▶ **What the task asks**:
Report each line from the entries in which "main" can be found.
+++++
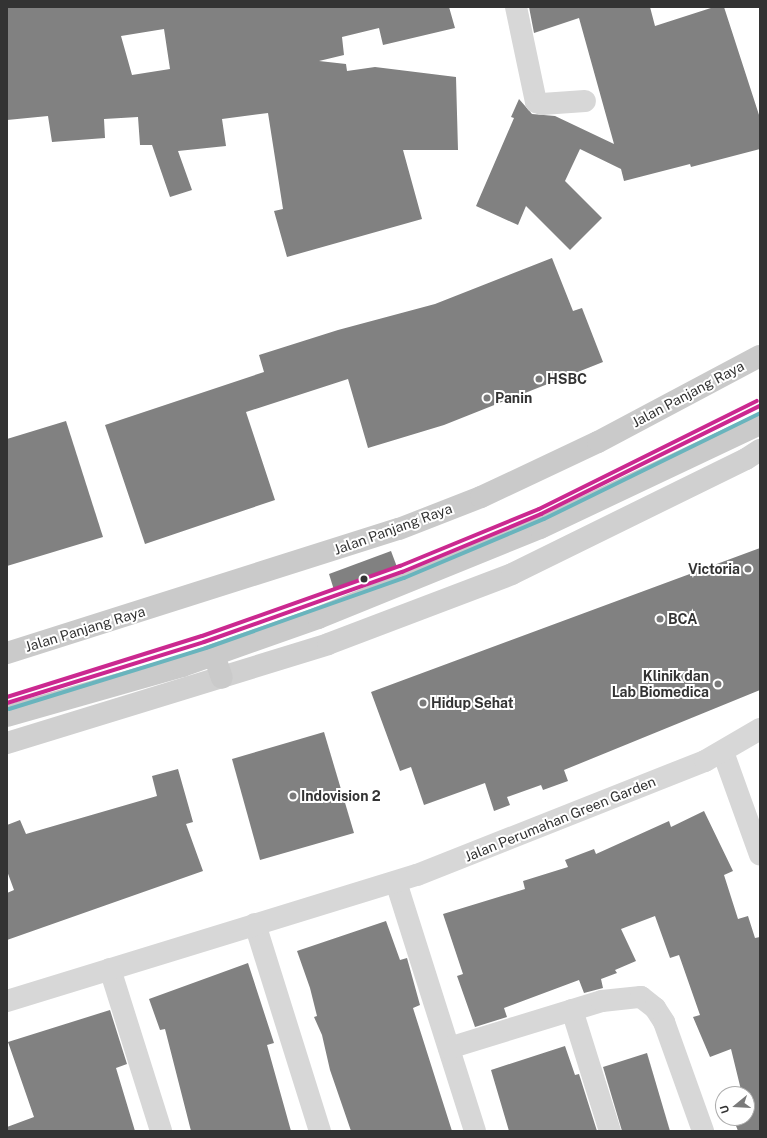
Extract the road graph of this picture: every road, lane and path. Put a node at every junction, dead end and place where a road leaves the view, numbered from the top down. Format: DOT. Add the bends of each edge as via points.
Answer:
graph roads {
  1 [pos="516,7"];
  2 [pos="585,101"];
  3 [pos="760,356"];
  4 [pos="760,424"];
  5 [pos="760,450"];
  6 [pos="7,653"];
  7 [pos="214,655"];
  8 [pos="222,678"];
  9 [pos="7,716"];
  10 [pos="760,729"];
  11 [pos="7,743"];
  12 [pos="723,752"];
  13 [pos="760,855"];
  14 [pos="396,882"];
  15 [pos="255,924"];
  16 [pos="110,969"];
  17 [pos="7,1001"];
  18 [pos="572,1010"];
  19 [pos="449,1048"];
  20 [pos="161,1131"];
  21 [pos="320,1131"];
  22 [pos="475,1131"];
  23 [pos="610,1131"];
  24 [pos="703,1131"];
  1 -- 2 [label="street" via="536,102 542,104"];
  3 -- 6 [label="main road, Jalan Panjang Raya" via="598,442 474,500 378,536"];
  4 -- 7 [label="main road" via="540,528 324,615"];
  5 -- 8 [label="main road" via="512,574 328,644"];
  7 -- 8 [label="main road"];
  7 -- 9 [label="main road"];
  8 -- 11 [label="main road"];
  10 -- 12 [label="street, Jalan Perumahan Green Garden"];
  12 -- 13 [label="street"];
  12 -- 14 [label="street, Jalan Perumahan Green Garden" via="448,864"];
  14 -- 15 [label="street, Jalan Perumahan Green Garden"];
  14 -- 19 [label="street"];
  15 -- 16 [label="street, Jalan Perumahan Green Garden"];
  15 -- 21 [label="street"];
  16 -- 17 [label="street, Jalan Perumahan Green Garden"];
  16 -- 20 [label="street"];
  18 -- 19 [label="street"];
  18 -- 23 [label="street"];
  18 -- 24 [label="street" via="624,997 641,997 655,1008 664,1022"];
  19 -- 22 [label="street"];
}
+++++
▶ **Answer space**:
  3 -- 6 [label="main road, Jalan Panjang Raya" via="598,442 474,500 378,536"];
  4 -- 7 [label="main road" via="540,528 324,615"];
  5 -- 8 [label="main road" via="512,574 328,644"];
  7 -- 8 [label="main road"];
  7 -- 9 [label="main road"];
  8 -- 11 [label="main road"];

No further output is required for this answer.